For this paper, we used the general recommendations for study design, which include: having a clear research aim, a clear description of the patient-reported outcome measure (including its development, origin, existing evidence, and context of use), and a clear description of the target population. We also used the content validity guidelines to support our addition of NICU-specific items to the selected instrument.
Consistent with recommendations from Wild et al. (39) regarding linguistic adaptation, we included cognitive debriefing as part of the process to determine the adequacy of linguistic changes. All 10 steps from Wild et al. (39) were not utilized because the EMPATHIC was published previously in English-speaking journals.
Following linguistic adaptation, we evaluated the resulting instrument's properties. Below, we describe instrument selection, expansion, and linguistic adaptation. Lastly, we discuss the approach to evaluating the instrument's psychometric properties.
Instrument Selection
Of the available EMPATHIC instruments, the EMPATHIC-30 was selected for our NICU study because of its much shorter length than the EMPATHIC-N (30 vs. 57 items), high degree of overlap with the EMPATHIC-N items, and an existing validation for the Spanish language. We were conducting the survey while the infant was in the NICU at the point of discharge and did not want to burden the parents with a much longer instrument at that time. The EMPATHIC-30 contained about half as many items as the EMPATHIC-N, and all but three of the 30 items were identical to EMPATHIC-N items. The three differing items addressed content highly relevant to the NICU parent (being well-prepared for discharge and being asked regularly for our experiences). Furthermore, the significant proportion of Spanish-speaking individuals in the United States calls for inclusion of a Spanish-language version to accommodate these parents. The only validated Spanish version was the EMPATHIC-30.
Instrument Expansion
For the purpose of our study focusing on nursing care and parent satisfaction in the NICU, we desired items that captured the unique nursing role vis-à-vis parents' developmental needs with their higher-risk newborn. Our intention was to increase the comprehensiveness of the instrument for the NICU setting per the COSMIN criteria. With the developer's permission, the research team, i.e., three nursing faculty, including a neonatal nurse practitioner and two economists experienced in NICU outcomes research, added six items from the 57-item EMPATHIC-N, which was developed for the NICU in order to capture the unique aspects of nursing care of NICU infants and their parents (20). The item selection process entailed reviewing all non-EMPATHIC-30 items of the 57 EMPATHIC-N items as candidates to supplement the EMPATHIC-30, keeping in mind the goal of minimizing survey burden. We selected the six items that most directly related to the nurse's unique role vis-à-vis the parents in the NICU. These items were identified as providing a more complete picture of NICU parent satisfaction. One item addressed emotional support, two items addressed the nurse encouraging and training the parent to care for the child, one item addressed the provider taking action immediately if the child's condition worsened, and one item addressed the team paying sufficient attention to the parents and child in spite of the workload. The last item, “our cultural background was taken into account,” was added to explore the heterogeneous cultural backgrounds of parents in USA NICUs. Two of these items had combined nurses and doctors in the EMPATHIC-N version. We split these into separate items to be more precise about doctors' and nurses' roles. The six added items, with two split into individual nurse and doctor items, yielded a total of eight additional items. We refer to the resulting instrument as the EMPATHIC-38.

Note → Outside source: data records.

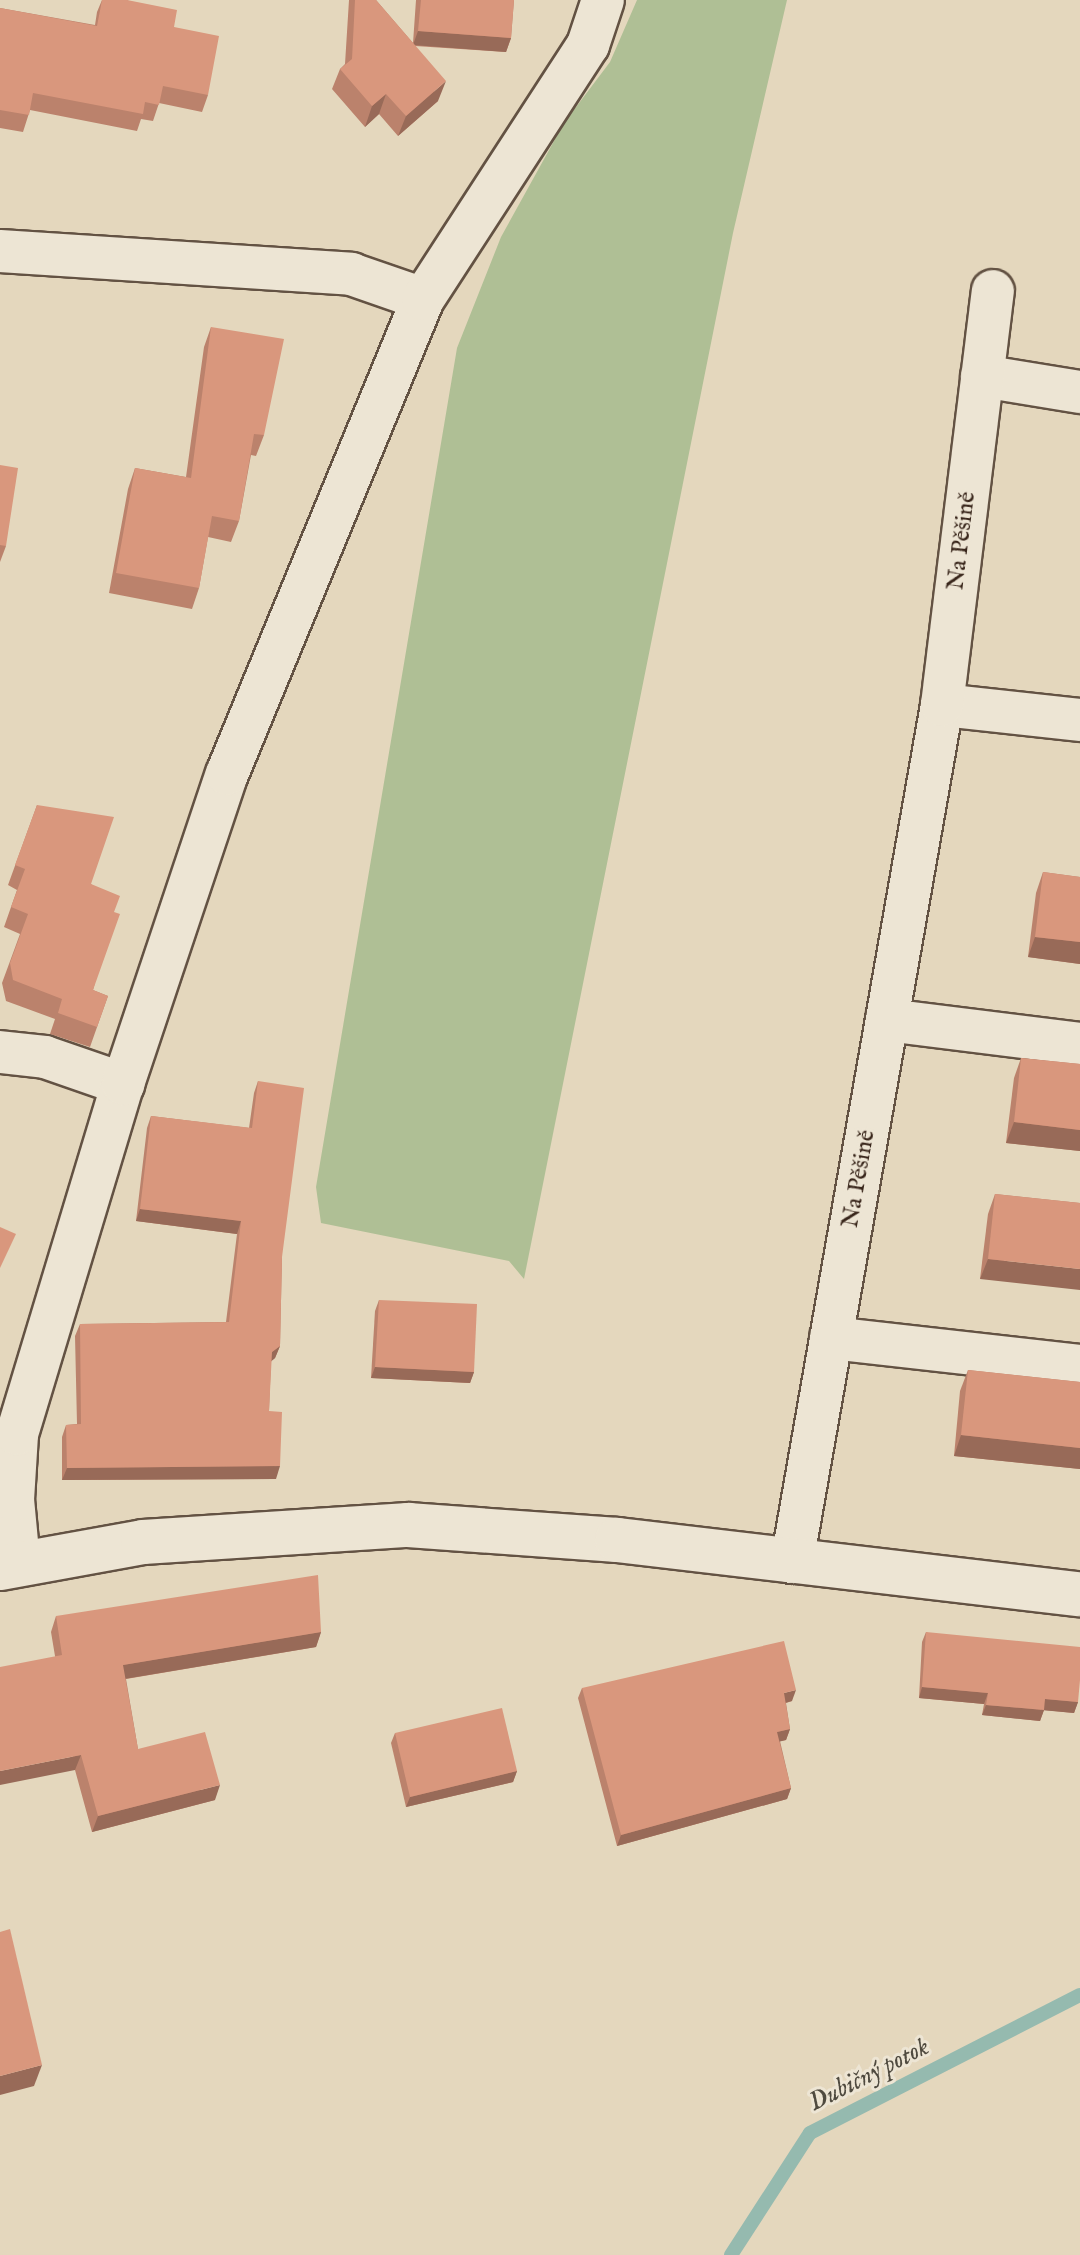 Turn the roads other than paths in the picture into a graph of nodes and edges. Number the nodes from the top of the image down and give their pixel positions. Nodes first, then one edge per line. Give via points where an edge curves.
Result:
1 (603, 0) edge
2 (0, 251) edge
3 (993, 291) dead end
4 (423, 299) junction
5 (982, 376) junction
6 (1080, 392) edge
7 (942, 705) junction
8 (1080, 720) edge
9 (887, 1020) junction
10 (1080, 1044) edge
11 (0, 1052) edge
12 (123, 1084) junction
13 (831, 1338) junction
14 (1080, 1366) edge
15 (792, 1562) junction
16 (9, 1566) edge
17 (1080, 1594) edge

1 - 4 street via 588,45
2 - 4 street via 351,274
3 - 5 street, Na Pěšině
4 - 12 street via 227,774
5 - 6 street
5 - 7 street, Na Pěšině
7 - 8 street
7 - 9 street, Na Pěšině
9 - 10 street
9 - 13 street, Na Pěšině
11 - 12 street via 45,1057
12 - 16 street via 17,1434
13 - 14 street
13 - 15 street, Na Pěšině
15 - 16 main road via 617,1540 408,1525 143,1542
15 - 17 main road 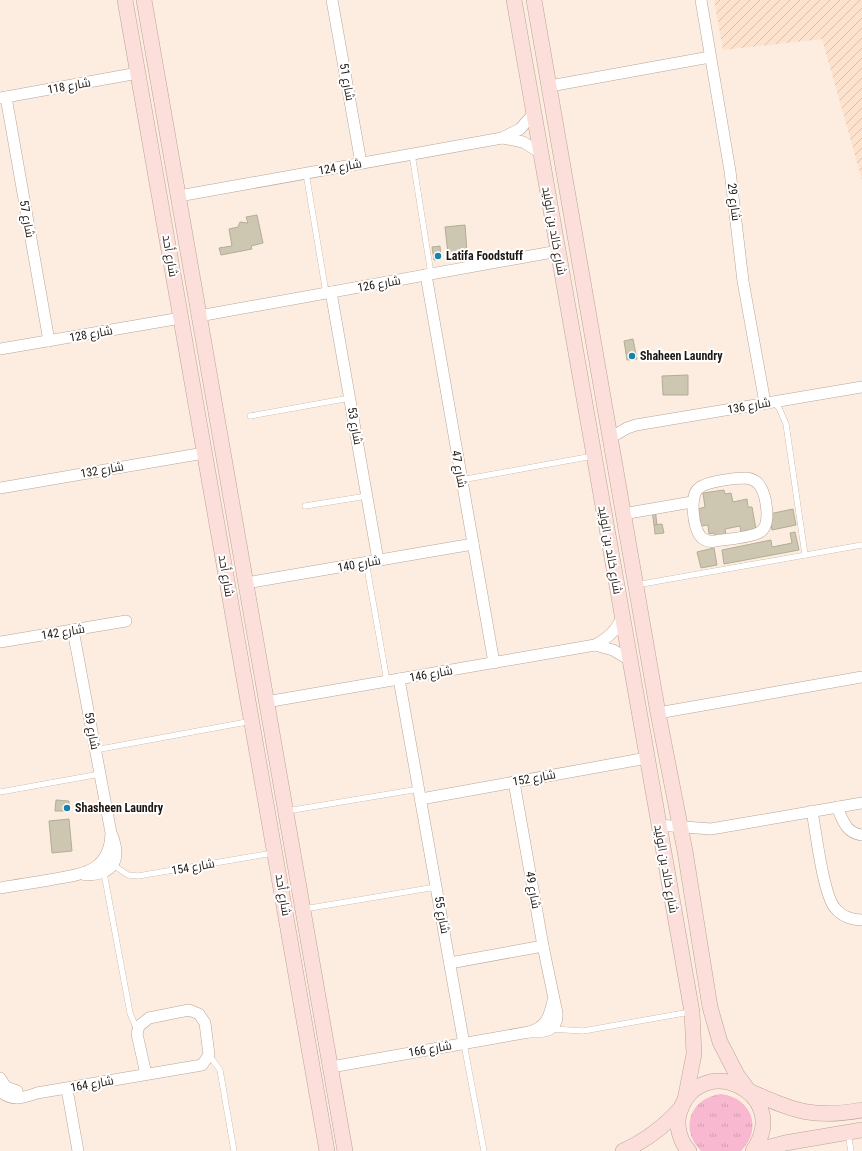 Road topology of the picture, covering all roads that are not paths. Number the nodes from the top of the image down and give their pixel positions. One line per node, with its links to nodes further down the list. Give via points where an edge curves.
1 (125, 0): 8 (main road, شارع أحد)
2 (144, 0): 7 (main road, شارع أحد)
3 (332, 0): 17 (street, شارع 51)
4 (514, 0): 13 (main road, شارع خالد بن الوليد)
5 (534, 0): 11 (main road, شارع خالد بن الوليد)
6 (700, 0): 9 (street, شارع 29)
7 (150, 36): 8 (main road); 19 (main road, شارع أحد)
8 (132, 39): 10 (main road, شارع أحد)
9 (710, 57): 11 (street); 35 (street, شارع 29, via 731,178 743,282)
10 (138, 73): 12 (street, شارع 118); 24 (main road, شارع أحد)
11 (550, 86): 29 (main road, شارع خالد بن الوليد)
12 (3, 98): 27 (street, شارع 57)
13 (534, 113): 14 (street, شارع 124, via 520,129); 15 (main road, شارع خالد بن الوليد)
14 (502, 138): 15 (street, شارع 124, via 523,142); 16 (street, شارع 124)
15 (541, 153): 20 (main road, شارع خالد بن الوليد)
16 (412, 154): 17 (street, شارع 124); 21 (lane)
17 (361, 163): 18 (street, شارع 124)
18 (306, 173): 19 (street, شارع 124); 22 (lane)
19 (179, 196): 23 (main road, شارع أحد)
20 (558, 251): 21 (street, شارع 126); 30 (main road, شارع خالد بن الوليد)
21 (428, 275): 22 (street, شارع 126); 42 (street, شارع 47)
22 (329, 293): 23 (street, شارع 126); 34 (street, شارع 53)
23 (199, 316): 25 (main road, شارع أحد)
24 (181, 318): 26 (main road, شارع أحد); 27 (street, شارع 128)
25 (202, 332): 26 (main road, via 190,328); 53 (main road, شارع أحد)
26 (184, 335): 40 (main road, شارع أحد)
27 (49, 341): 28 (street, شارع 128)
28 (0, 350)
29 (597, 363): 30 (main road, via 593,370 589,371); 32 (main road, شارع خالد بن الوليد)
30 (578, 367): 33 (main road, شارع خالد بن الوليد)
31 (862, 387): 35 (street, شارع 136)
32 (602, 391): 33 (main road, via 592,386); 37 (main road, شارع خالد بن الوليد)
33 (583, 394): 41 (main road, شارع خالد بن الوليد)
34 (350, 398): 36 (lane); 44 (street, شارع 53)
35 (769, 403): 38 (street, شارع 136); 50 (lane, via 779,408 786,424)
36 (250, 416)
37 (607, 420): 38 (street, شارع 136); 39 (main road, شارع خالد بن الوليد)
38 (636, 425): 39 (street, شارع 136)
39 (610, 438): 47 (main road, شارع خالد بن الوليد)
40 (204, 453): 43 (street, شارع 132); 59 (main road, شارع أحد)
41 (593, 456): 42 (lane); 55 (main road, شارع خالد بن الوليد)
42 (461, 480): 48 (street, شارع 47)
43 (0, 488)
44 (367, 496): 46 (lane); 51 (street, شارع 53)
45 (692, 502): 45 (street, via 699,534 710,542 756,533 766,525 767,516 762,491 752,479 742,478 705,484 696,491); 47 (street)
46 (306, 506)
47 (623, 514): 54 (main road, شارع خالد بن الوليد)
48 (473, 544): 51 (street, شارع 140); 63 (street, شارع 47)
49 (862, 545): 50 (lane)
50 (805, 555): 54 (lane)
51 (378, 560): 52 (street, شارع 140)
52 (366, 562): 53 (street, شارع 140); 66 (lane)
53 (246, 584): 58 (main road, شارع أحد)
54 (636, 585): 68 (main road, شارع خالد بن الوليد)
55 (622, 617): 61 (street, شارع 146, via 612,634); 62 (main road, شارع خالد بن الوليد)
56 (126, 621): 57 (street, شارع 142)
57 (73, 630): 60 (street, شارع 142); 70 (street, شارع 59)
58 (254, 634): 59 (main road, via 250,641 241,642); 67 (main road, شارع أحد)
59 (238, 639): 69 (main road, شارع أحد)
60 (0, 642)
61 (595, 645): 62 (street, شارع 146, via 613,650); 63 (street, شارع 146)
62 (630, 660): 71 (main road, شارع خالد بن الوليد)
63 (494, 663): 65 (street, شارع 146)
64 (862, 677): 68 (street)
65 (399, 679): 66 (street, شارع 146); 75 (street, شارع 55)
66 (387, 681): 67 (street, شارع 146)
67 (266, 702): 78 (main road, شارع أحد)
68 (658, 713): 81 (main road, شارع خالد بن الوليد)
69 (252, 721): 70 (lane); 84 (main road, شارع أحد)
70 (95, 750): 72 (street, شارع 59)
71 (647, 758): 73 (street, شارع 152); 80 (main road, شارع خالد بن الوليد)
72 (100, 774): 74 (lane); 82 (street, شارع 59)
73 (514, 782): 75 (street, شارع 152); 93 (street, شارع 49)
74 (0, 792)
75 (420, 794): 78 (lane); 89 (street, شارع 55)
76 (862, 803): 77 (street)
77 (836, 807): 79 (street); 83 (street, via 848,830 853,834)
78 (286, 811): 85 (main road, شارع أحد)
79 (812, 811): 81 (street, via 711,829); 92 (street, via 829,909 837,919 850,923)
80 (658, 825): 81 (street); 96 (main road, شارع خالد بن الوليد)
81 (680, 826): 110 (main road, شارع خالد بن الوليد, via 714,1025 728,1059)
82 (110, 833): 86 (street, شارع 59, via 117,855); 88 (street, شارع 59, via 108,850 99,864 88,872)
83 (862, 835)
84 (276, 859): 85 (main road); 86 (lane, شارع 154, via 138,876 128,875); 116 (main road, شارع أحد)
85 (295, 861): 91 (main road, شارع أحد)
86 (113, 865): 87 (street)
87 (104, 873): 88 (street); 99 (lane, via 130,1013)
88 (76, 875): 90 (street)
89 (436, 887): 91 (lane); 94 (street, شارع 55)
90 (0, 888)
91 (304, 910): 105 (main road, شارع أحد)
92 (862, 920)
93 (543, 946): 94 (street); 95 (street, شارع 49)
94 (450, 963): 102 (street, شارع 55)
95 (553, 999): 98 (street, via 558,1017); 100 (street, شارع 166, via 546,1022)
96 (692, 1012): 98 (lane, via 583,1031); 113 (main road, شارع خالد بن الوليد, via 694,1054)
97 (169, 1016): 99 (street, via 145,1020); 101 (street, via 192,1017); 103 (street, via 147,1027 143,1035)
98 (552, 1029): 100 (street, شارع 166)
99 (137, 1030): 103 (street)
100 (529, 1032): 102 (street, شارع 166)
101 (206, 1034): 104 (street); 106 (street, via 203,1053 194,1063)
102 (464, 1044): 105 (street, شارع 166); 122 (lane, شارع 55)
103 (142, 1052): 107 (street)
104 (209, 1055): 106 (street, via 202,1065); 119 (lane, via 220,1070)
105 (331, 1066): 115 (main road, شارع أحد)
106 (177, 1070): 107 (street, شارع 164)
107 (146, 1074): 109 (street, شارع 164)
108 (0, 1078): 111 (street, via 6,1087 12,1090)
109 (67, 1089): 111 (street, شارع 164); 118 (street)
110 (749, 1091): 113 (main road, via 735,1083 721,1080 707,1083 695,1090); 114 (main road, via 786,1108 807,1113 829,1115); 125 (main road, شارع خالد بن الوليد, via 760,1106 764,1122 759,1143)
111 (37, 1093): 112 (street, via 22,1099)
112 (1, 1094)
113 (683, 1103): 123 (main road, via 656,1133); 124 (main road, شارع خالد بن الوليد, via 678,1128 681,1139)
114 (862, 1110)
115 (341, 1123): 116 (main road, via 331,1130); 121 (main road, شارع أحد)
116 (323, 1126): 120 (main road, شارع أحد)
117 (855, 1131): 125 (main road); 126 (lane)
118 (78, 1151)
119 (234, 1151)
120 (328, 1151)
121 (345, 1151)
122 (484, 1151)
123 (623, 1151)
124 (689, 1151)
125 (754, 1151)
126 (851, 1151)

Linguistic Adaptation of the English EMPATHIC-30-NICU-USA and EMPATHIC-38-NICU-USA
The 38 items were evaluated and modified by a USA neonatal nurse practitioner. The adaptation was evaluated by eight NICU parents. A Ph.D. student conducted cognitive debriefing with the parents individually. Based on the results of the debriefing, item wording was revised. The research team members reviewed the adapted items to confirm their wording. For USA Spanish-speaking parents, the Spanish-language version (31) was adapted to the USA cultural and linguistic context, which will be reported elsewhere.
Evaluating the Reliability and Validity of the English EMPATHIC-30-NICU-USA and EMPATHIC-38-NICU-USA
To evaluate the instrument's psychometric properties, we utilized data from a study of missed nursing care and NICU parent satisfaction (40). These data comprised the EMPATHIC-38-NICU-USA, which has as a subset the EMPATHIC-30-NICU-USA. Thus, both versions were evaluated. By adding the eight derived items from the validated precursor EMPATHIC-N instrument into the same domains of the EMPATHIC-30, the structural validity of each dimension and the scale was upheld. We used Cronbach's alpha to measure the reliability of the five domains and the total score for both the EMPATHIC-38-NICU-USA and the EMPATHIC-30-NICU-USA. We evaluated the correlation of domain score with total scale score. There are four additional items in the EMPATHIC instruments that measure overall parent experience that are not part of calculating the subscales or total score—but are used to assess the construct validity of the domains and total score. These items are described in section Validity Indicators below. To assess construct validity, we calculated Spearman's rank correlations between each of the four validity indicators with each domain and total score of the EMPATHIC-30-NICU-USA and EMPATHIC-38-NICU-USA. We evaluated differential validity in subgroups of respondents.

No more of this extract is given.